HOW TO COMPLETE THIS TASK:
An exact reproduction of all the entries is the expected answer.

Saved data entries:
--- --- ---
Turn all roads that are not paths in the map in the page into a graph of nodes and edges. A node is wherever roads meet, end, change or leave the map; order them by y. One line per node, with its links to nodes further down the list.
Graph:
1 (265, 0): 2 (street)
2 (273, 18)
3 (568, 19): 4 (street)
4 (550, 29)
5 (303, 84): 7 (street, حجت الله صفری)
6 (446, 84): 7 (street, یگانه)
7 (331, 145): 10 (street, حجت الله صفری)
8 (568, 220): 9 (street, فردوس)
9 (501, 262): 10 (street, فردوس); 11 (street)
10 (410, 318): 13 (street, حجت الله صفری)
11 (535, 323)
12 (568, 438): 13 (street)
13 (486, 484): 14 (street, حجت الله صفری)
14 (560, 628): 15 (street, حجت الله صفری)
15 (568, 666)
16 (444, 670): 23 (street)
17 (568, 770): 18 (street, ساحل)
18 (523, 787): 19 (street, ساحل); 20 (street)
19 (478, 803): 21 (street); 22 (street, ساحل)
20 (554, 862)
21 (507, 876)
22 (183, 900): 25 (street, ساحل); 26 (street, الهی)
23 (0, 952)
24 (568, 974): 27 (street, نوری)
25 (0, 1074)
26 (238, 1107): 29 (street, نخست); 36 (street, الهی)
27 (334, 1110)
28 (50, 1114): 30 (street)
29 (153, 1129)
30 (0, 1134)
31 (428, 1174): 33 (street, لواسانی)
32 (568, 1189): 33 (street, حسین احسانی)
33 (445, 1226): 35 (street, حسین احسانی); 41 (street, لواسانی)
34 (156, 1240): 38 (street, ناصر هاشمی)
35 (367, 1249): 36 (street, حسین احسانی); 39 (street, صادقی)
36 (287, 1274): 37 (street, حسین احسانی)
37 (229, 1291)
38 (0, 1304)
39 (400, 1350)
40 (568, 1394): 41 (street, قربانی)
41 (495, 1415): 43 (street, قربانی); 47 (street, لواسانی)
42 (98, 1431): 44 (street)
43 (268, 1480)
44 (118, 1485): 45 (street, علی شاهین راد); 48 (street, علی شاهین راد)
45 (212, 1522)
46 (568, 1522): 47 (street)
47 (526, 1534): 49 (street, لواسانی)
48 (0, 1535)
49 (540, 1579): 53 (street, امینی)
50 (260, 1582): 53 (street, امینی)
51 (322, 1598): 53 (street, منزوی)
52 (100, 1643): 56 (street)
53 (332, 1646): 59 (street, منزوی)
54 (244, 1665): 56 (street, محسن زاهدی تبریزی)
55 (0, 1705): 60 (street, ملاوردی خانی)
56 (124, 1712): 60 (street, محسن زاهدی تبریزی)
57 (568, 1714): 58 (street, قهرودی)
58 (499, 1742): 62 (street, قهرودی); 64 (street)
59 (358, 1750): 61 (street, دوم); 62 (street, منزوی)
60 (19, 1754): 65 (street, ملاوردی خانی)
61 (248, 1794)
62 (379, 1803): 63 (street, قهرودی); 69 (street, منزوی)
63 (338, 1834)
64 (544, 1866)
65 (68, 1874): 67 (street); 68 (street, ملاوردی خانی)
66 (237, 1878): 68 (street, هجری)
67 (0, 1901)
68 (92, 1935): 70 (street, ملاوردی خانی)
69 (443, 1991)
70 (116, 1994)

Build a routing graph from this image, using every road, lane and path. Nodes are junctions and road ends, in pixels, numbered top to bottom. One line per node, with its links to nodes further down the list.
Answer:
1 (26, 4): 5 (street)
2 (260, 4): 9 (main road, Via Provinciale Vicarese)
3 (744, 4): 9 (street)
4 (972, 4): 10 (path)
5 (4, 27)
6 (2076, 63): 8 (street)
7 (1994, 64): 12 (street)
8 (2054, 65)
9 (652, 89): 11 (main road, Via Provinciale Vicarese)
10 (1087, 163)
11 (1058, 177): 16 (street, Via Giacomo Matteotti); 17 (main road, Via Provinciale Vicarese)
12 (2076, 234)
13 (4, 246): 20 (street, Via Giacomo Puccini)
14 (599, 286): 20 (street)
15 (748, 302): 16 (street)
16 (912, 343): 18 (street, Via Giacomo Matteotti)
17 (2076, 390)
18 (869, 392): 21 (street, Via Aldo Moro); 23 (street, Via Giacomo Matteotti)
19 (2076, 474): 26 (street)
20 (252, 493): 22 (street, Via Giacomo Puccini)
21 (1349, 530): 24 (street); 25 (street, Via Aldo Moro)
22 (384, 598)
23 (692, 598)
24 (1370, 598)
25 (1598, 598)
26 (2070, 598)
--- --- ---
REPLY:
Turn all roads that are not paths in the map in the page into a graph of nodes and edges. A node is wherever roads meet, end, change or leave the map; order them by y. One line per node, with its links to nodes further down the list.
Graph:
1 (265, 0): 2 (street)
2 (273, 18)
3 (568, 19): 4 (street)
4 (550, 29)
5 (303, 84): 7 (street, حجت الله صفری)
6 (446, 84): 7 (street, یگانه)
7 (331, 145): 10 (street, حجت الله صفری)
8 (568, 220): 9 (street, فردوس)
9 (501, 262): 10 (street, فردوس); 11 (street)
10 (410, 318): 13 (street, حجت الله صفری)
11 (535, 323)
12 (568, 438): 13 (street)
13 (486, 484): 14 (street, حجت الله صفری)
14 (560, 628): 15 (street, حجت الله صفری)
15 (568, 666)
16 (444, 670): 23 (street)
17 (568, 770): 18 (street, ساحل)
18 (523, 787): 19 (street, ساحل); 20 (street)
19 (478, 803): 21 (street); 22 (street, ساحل)
20 (554, 862)
21 (507, 876)
22 (183, 900): 25 (street, ساحل); 26 (street, الهی)
23 (0, 952)
24 (568, 974): 27 (street, نوری)
25 (0, 1074)
26 (238, 1107): 29 (street, نخست); 36 (street, الهی)
27 (334, 1110)
28 (50, 1114): 30 (street)
29 (153, 1129)
30 (0, 1134)
31 (428, 1174): 33 (street, لواسانی)
32 (568, 1189): 33 (street, حسین احسانی)
33 (445, 1226): 35 (street, حسین احسانی); 41 (street, لواسانی)
34 (156, 1240): 38 (street, ناصر هاشمی)
35 (367, 1249): 36 (street, حسین احسانی); 39 (street, صادقی)
36 (287, 1274): 37 (street, حسین احسانی)
37 (229, 1291)
38 (0, 1304)
39 (400, 1350)
40 (568, 1394): 41 (street, قربانی)
41 (495, 1415): 43 (street, قربانی); 47 (street, لواسانی)
42 (98, 1431): 44 (street)
43 (268, 1480)
44 (118, 1485): 45 (street, علی شاهین راد); 48 (street, علی شاهین راد)
45 (212, 1522)
46 (568, 1522): 47 (street)
47 (526, 1534): 49 (street, لواسانی)
48 (0, 1535)
49 (540, 1579): 53 (street, امینی)
50 (260, 1582): 53 (street, امینی)
51 (322, 1598): 53 (street, منزوی)
52 (100, 1643): 56 (street)
53 (332, 1646): 59 (street, منزوی)
54 (244, 1665): 56 (street, محسن زاهدی تبریزی)
55 (0, 1705): 60 (street, ملاوردی خانی)
56 (124, 1712): 60 (street, محسن زاهدی تبریزی)
57 (568, 1714): 58 (street, قهرودی)
58 (499, 1742): 62 (street, قهرودی); 64 (street)
59 (358, 1750): 61 (street, دوم); 62 (street, منزوی)
60 (19, 1754): 65 (street, ملاوردی خانی)
61 (248, 1794)
62 (379, 1803): 63 (street, قهرودی); 69 (street, منزوی)
63 (338, 1834)
64 (544, 1866)
65 (68, 1874): 67 (street); 68 (street, ملاوردی خانی)
66 (237, 1878): 68 (street, هجری)
67 (0, 1901)
68 (92, 1935): 70 (street, ملاوردی خانی)
69 (443, 1991)
70 (116, 1994)

Build a routing graph from this image, using every road, lane and path. Nodes are junctions and road ends, in pixels, numbered top to bottom. One line per node, with its links to nodes further down the list.
Answer:
1 (26, 4): 5 (street)
2 (260, 4): 9 (main road, Via Provinciale Vicarese)
3 (744, 4): 9 (street)
4 (972, 4): 10 (path)
5 (4, 27)
6 (2076, 63): 8 (street)
7 (1994, 64): 12 (street)
8 (2054, 65)
9 (652, 89): 11 (main road, Via Provinciale Vicarese)
10 (1087, 163)
11 (1058, 177): 16 (street, Via Giacomo Matteotti); 17 (main road, Via Provinciale Vicarese)
12 (2076, 234)
13 (4, 246): 20 (street, Via Giacomo Puccini)
14 (599, 286): 20 (street)
15 (748, 302): 16 (street)
16 (912, 343): 18 (street, Via Giacomo Matteotti)
17 (2076, 390)
18 (869, 392): 21 (street, Via Aldo Moro); 23 (street, Via Giacomo Matteotti)
19 (2076, 474): 26 (street)
20 (252, 493): 22 (street, Via Giacomo Puccini)
21 (1349, 530): 24 (street); 25 (street, Via Aldo Moro)
22 (384, 598)
23 (692, 598)
24 (1370, 598)
25 (1598, 598)
26 (2070, 598)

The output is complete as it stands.